Organizaciones comunitarias sostienen que parte del problema responde a errores en la operación del sistema hidráulico.

Residentes agrupados en el movimiento Exigimos Agua denuncian que cambios administrativos dentro de la AAA provocaron deficiencias en el manejo manual de válvulas que regulan la distribución del agua en varias comunidades de San Juan.

Las críticas llegaron incluso a los tribunales.

El alcalde de San Juan, Miguel Romero, presentó acciones legales contra la AAA para exigir soluciones permanentes ante las constantes interrupciones del servicio.

Por su parte, el presidente ejecutivo de la corporación, Luis González, reconoce el desgaste de la infraestructura y sostiene que muchas de las obras de mantenimiento debieron ejecutarse hace años.

Miles de millones pendientes

El Gobierno asegura que ya están en marcha o en planificación proyectos de infraestructura que superarían los 7.000 millones de dólares, destinados a modernizar acueductos, plantas de tratamiento y redes de distribución.

Sin embargo, expertos advierten que esas inversiones tardarán años en producir resultados, mientras la población continúa enfrentando interrupciones diarias.

Agua y electricidad: una doble crisis

La emergencia hídrica ocurre mientras Puerto Rico continúa padeciendo frecuentes apagones eléctricos.

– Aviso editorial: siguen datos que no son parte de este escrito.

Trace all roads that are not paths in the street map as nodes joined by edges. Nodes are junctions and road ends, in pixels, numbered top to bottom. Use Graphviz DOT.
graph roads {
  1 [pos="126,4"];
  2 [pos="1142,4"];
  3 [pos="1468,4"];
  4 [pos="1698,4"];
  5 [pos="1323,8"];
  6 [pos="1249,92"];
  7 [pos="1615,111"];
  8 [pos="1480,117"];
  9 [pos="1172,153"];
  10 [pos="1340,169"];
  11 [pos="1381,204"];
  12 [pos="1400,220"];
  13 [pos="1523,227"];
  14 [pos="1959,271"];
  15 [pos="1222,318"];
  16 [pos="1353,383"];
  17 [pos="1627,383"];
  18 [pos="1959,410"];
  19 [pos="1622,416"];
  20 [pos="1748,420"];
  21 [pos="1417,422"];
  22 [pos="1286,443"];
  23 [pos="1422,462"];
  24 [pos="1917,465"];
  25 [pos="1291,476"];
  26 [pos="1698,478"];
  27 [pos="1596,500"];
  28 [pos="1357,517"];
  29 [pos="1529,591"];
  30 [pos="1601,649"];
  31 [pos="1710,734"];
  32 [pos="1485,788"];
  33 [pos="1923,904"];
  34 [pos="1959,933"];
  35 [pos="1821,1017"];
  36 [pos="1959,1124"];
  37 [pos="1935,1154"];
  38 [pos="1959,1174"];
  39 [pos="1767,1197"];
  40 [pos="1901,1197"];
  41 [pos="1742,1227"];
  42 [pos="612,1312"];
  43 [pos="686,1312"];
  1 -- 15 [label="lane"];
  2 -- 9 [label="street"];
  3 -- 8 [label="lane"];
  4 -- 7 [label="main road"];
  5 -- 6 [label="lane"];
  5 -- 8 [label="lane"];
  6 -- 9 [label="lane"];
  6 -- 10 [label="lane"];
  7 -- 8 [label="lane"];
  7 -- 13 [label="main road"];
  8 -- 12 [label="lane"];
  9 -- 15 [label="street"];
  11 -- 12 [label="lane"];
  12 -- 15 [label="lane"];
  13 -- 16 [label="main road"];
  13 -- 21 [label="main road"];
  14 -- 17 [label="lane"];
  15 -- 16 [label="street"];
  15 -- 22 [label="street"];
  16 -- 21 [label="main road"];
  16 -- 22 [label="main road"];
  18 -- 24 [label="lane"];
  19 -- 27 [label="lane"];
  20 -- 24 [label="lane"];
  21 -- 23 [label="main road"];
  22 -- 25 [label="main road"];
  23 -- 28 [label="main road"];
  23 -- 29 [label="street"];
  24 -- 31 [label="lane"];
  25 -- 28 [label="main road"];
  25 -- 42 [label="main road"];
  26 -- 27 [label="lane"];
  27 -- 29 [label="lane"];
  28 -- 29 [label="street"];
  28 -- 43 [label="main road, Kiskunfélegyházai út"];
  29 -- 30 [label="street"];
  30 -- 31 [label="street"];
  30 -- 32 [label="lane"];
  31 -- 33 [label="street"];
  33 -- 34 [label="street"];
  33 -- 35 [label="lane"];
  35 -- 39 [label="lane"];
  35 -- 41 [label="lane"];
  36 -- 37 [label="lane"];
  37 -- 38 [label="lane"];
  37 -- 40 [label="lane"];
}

Ambos problemas tienen un origen similar: décadas de falta de inversión, infraestructura envejecida y mantenimiento insuficiente.

Sin electricidad, muchas estaciones de bombeo dejan de operar con normalidad, complicando aún más el suministro de agua potable y aumentando la vulnerabilidad de hospitales, comercios y comunidades enteras.

No todo es por sequía

Lo que ocurre en Puerto Rico no puede atribuirse únicamente a la sequía.

Las altas temperaturas y la escasez de lluvias aceleraron una crisis que llevaba años incubándose bajo tierra, en kilómetros de tuberías deterioradas, plantas envejecidas y proyectos que fueron pospuestos por restricciones presupuestarias y problemas administrativos.

La situación pone en evidencia que la seguridad hídrica depende tanto del clima como de la capacidad de los gobiernos para invertir, mantener y modernizar servicios esenciales.

Mientras miles de puertorriqueños hacen largas filas para conseguir agua o dependen de camiones cisterna para sobrevivir, la isla enfrenta un desafío que trasciende la emergencia actual: reconstruir un sistema vital antes de que la combinación de sequía, cambio climático y deterioro de la infraestructura convierta una crisis temporal en una condición permanente.

Hoy Puerto Rico no solo lucha contra la falta de lluvia. También enfrenta las consecuencias acumuladas de años de abandono, una realidad que deja una pregunta incómoda: ¿cuántas emergencias más necesitará la isla antes de que el agua deje de ser un privilegio y vuelva a ser un servicio garantizado para todos?